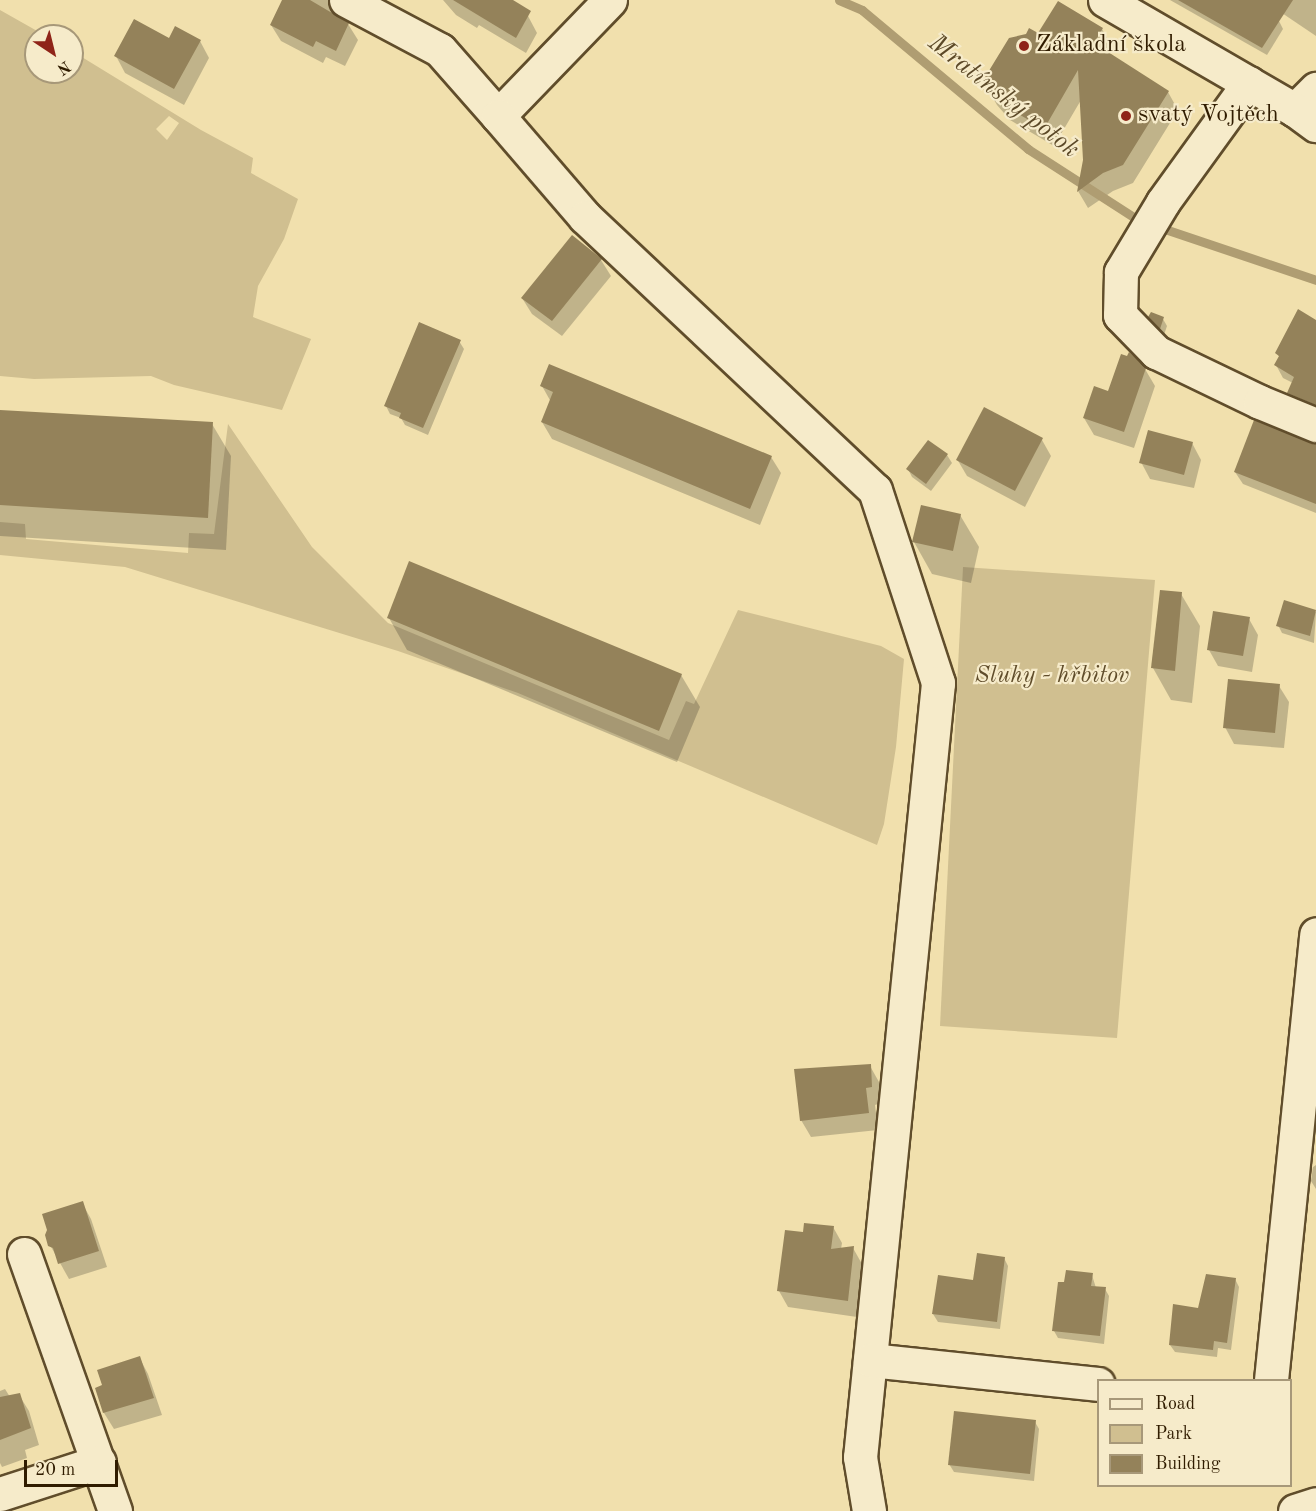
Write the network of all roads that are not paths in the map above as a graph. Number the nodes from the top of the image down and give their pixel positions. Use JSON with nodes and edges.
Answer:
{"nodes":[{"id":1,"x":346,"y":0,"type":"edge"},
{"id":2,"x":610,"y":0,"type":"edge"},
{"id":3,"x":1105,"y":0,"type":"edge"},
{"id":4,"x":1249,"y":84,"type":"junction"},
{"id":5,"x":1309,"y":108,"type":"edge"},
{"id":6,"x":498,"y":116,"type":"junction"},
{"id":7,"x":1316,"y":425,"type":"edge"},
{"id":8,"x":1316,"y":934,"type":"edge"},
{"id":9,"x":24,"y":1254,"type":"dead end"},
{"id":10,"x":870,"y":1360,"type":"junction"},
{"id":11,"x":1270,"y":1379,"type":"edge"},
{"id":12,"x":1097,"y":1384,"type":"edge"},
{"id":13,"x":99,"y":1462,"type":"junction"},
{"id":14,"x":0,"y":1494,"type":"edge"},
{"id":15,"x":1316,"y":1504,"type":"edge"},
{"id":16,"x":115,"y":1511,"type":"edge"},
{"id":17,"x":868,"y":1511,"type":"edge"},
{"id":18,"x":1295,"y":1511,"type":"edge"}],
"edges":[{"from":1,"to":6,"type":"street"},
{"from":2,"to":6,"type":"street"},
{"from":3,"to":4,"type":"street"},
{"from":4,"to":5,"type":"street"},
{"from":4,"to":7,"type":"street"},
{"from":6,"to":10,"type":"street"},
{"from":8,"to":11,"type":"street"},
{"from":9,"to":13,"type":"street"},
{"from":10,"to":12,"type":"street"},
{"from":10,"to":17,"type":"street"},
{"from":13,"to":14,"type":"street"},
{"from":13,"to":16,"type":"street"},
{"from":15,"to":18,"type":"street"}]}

### What to work on:
Would you give the data above again word for word, skipping any images?

### Task response:
Write the network of all roads that are not paths in the map above as a graph. Number the nodes from the top of the image down and give their pixel positions. Use JSON with nodes and edges.
Answer:
{"nodes":[{"id":1,"x":346,"y":0,"type":"edge"},
{"id":2,"x":610,"y":0,"type":"edge"},
{"id":3,"x":1105,"y":0,"type":"edge"},
{"id":4,"x":1249,"y":84,"type":"junction"},
{"id":5,"x":1309,"y":108,"type":"edge"},
{"id":6,"x":498,"y":116,"type":"junction"},
{"id":7,"x":1316,"y":425,"type":"edge"},
{"id":8,"x":1316,"y":934,"type":"edge"},
{"id":9,"x":24,"y":1254,"type":"dead end"},
{"id":10,"x":870,"y":1360,"type":"junction"},
{"id":11,"x":1270,"y":1379,"type":"edge"},
{"id":12,"x":1097,"y":1384,"type":"edge"},
{"id":13,"x":99,"y":1462,"type":"junction"},
{"id":14,"x":0,"y":1494,"type":"edge"},
{"id":15,"x":1316,"y":1504,"type":"edge"},
{"id":16,"x":115,"y":1511,"type":"edge"},
{"id":17,"x":868,"y":1511,"type":"edge"},
{"id":18,"x":1295,"y":1511,"type":"edge"}],
"edges":[{"from":1,"to":6,"type":"street"},
{"from":2,"to":6,"type":"street"},
{"from":3,"to":4,"type":"street"},
{"from":4,"to":5,"type":"street"},
{"from":4,"to":7,"type":"street"},
{"from":6,"to":10,"type":"street"},
{"from":8,"to":11,"type":"street"},
{"from":9,"to":13,"type":"street"},
{"from":10,"to":12,"type":"street"},
{"from":10,"to":17,"type":"street"},
{"from":13,"to":14,"type":"street"},
{"from":13,"to":16,"type":"street"},
{"from":15,"to":18,"type":"street"}]}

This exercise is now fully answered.